Don’t let tasks build up
Another thing farmers always…always…do is put tasks off. The truth is there’s not always something that needs to be done on a farm. There’s always 500 somethings that need to be done. Farmers prioritize based on what the biggest emergency is that is going to cause the most damage/deaths/expenses and put the other things that need to be done off for a later date.
These tasks often build up and bite us in the butt later on when they become their own emergency. Remember that weak fence you put off fixing? Now the cows have trampled it down and are running through the desert. *facepalm emoji*
I guarantee the things that get put off become problems the day I’m sick.
This is an area I dream about and have, like above, put off stupidly. I have spent so many hours of my life pulling a hose around the ranch to water animals instead of just frigging buying some bigger water troughs and putting in PVC pipe to water the animals automatically.
This is kind of making me mad at myself. Keep an eye out for a post coming soon where I install automatic waterers.
Keep your farm environment from getting you sick
Now this needs to be a whole other article, but I’ll just keep it short. Farms can make people sick.
Even organic ones.
Dust is the biggest villain on a farm, both to animals and farmers. Grain dust is a big one, but dust in general on a farm contains molds, animal hair, insects, bacteria, even feces (ok especially feces c’mon let’s be honest here). Imagine breathing this in day in and day out.
Farmers have to take care not to expose themselves to dust and other pathogens that can easily make them sick, create allergies, autoimmune diseases and other issues. Keeping a farm clean, keeping the animals in good shape and of course keeping the farmer’s immune system up are key (but easier said than done).

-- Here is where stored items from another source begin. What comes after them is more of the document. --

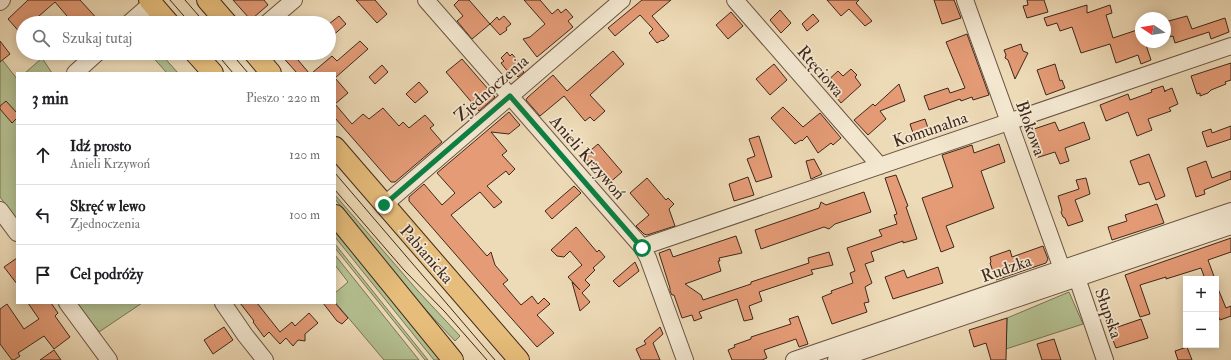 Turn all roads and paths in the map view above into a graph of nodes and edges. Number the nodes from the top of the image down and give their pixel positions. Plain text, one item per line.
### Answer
1 (2, 0) edge
2 (207, 0) edge
3 (294, 0) edge
4 (426, 0) edge
5 (622, 0) edge
6 (735, 0) edge
7 (964, 0) edge
8 (150, 1) edge
9 (0, 2) edge
10 (136, 16) edge
11 (163, 16) edge
12 (222, 16) edge
13 (275, 16) edge
14 (1231, 46) edge
15 (89, 60) edge
16 (201, 60) edge
17 (260, 60) edge
18 (76, 72) edge
19 (212, 72) edge
20 (270, 72) edge
21 (510, 96) junction
22 (1009, 122) junction
23 (336, 148) edge
24 (880, 166) junction
25 (384, 205) junction
26 (0, 210) edge
27 (1231, 211) edge
28 (336, 216) edge
29 (1231, 226) edge
30 (16, 232) edge
31 (642, 248) junction
32 (1062, 269) junction
33 (1077, 278) junction
34 (68, 304) edge
35 (224, 304) edge
36 (109, 360) edge
37 (265, 360) edge
38 (453, 360) edge
39 (519, 360) edge
40 (685, 360) edge
41 (794, 360) edge
42 (836, 360) edge
43 (1105, 360) edge

1 - 9 street
2 - 12 main road
3 - 13 street
4 - 21 street, Anieli Krzywoń
5 - 21 street, Zjednoczenia
6 - 24 street, Rtęciowa
7 - 22 street, Blokowa
8 - 10 street
8 - 11 main road
14 - 22 street, Komunalna
15 - 18 street
16 - 19 main road
17 - 20 main road
21 - 25 street, Zjednoczenia
21 - 31 street, Anieli Krzywoń
22 - 24 street, Komunalna
22 - 32 street, Blokowa
23 - 25 main road, Pabianicka
24 - 31 street, Komunalna
25 - 39 main road, Pabianicka
26 - 30 street
27 - 32 street, Rudzka
28 - 38 main road
29 - 33 street, Rudzka
31 - 40 street, Anieli Krzywoń
32 - 33 street
32 - 41 street, Rudzka
33 - 42 street, Rudzka
33 - 43 street, Słupska
34 - 36 street
35 - 37 street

Develop (and train) friendshipsFriends are the biggest asset a farmer has. Click To Tweet
Now I am not saying you should develop friendships solely for the sake of manipulating people into doing work for you. What I am saying, is that friendships are awesome and you can’t really farm without a community. I have had many times during my farm career where if I didn’t have a trustworthy friend who could step in, I don’t know what I would have done. I once had my horse buck me off and break my arm and a good friend came over to feed and milk for two entire months. That was a few years ago and now that I’m thinking about it, I still feel so grateful I might get her a present.
I have never developed a friendship with the goal in mind that this person might one day be a substitute farmer for me, but I’m not stupid either lol. If I have a friend who seems to particularly love the farm then heck yea I’m going to teach that person everything I can. If there’s ever a time that you can call them up and ask for help then awesome.
When I’m sick or have an emergency, I have a call list that I go down to ask for help. I know who is better at some things than at others and I call that person depending on what I need help with…and then if they’re busy, I thank them profusely and call the next person. I always tell them that I’m not upset if they say no as long as they’re not upset if I ask-and in my experience they’re happy to be asked.
I absolutely could not have a successful farm without my friends, family and farm tribe we’ve built together over the years.
When I first started farming, I couldn’t afford any paid help and depended strongly on my friends who I was truly and honestly grateful for. There was no manipulation or using, although sometimes they helped me so much I did feel like I was using them! Still, I think if you’re honestly appreciative then they honestly want to help. Plus since they likely don’t have a farm of their own, it’s a pretty cool experience for them. Kinduv a win-win.
Basically as a farmer, you have to prepare in advance as much as you can, but the real lifesaver when you’re sick is to have people you love and who love you back.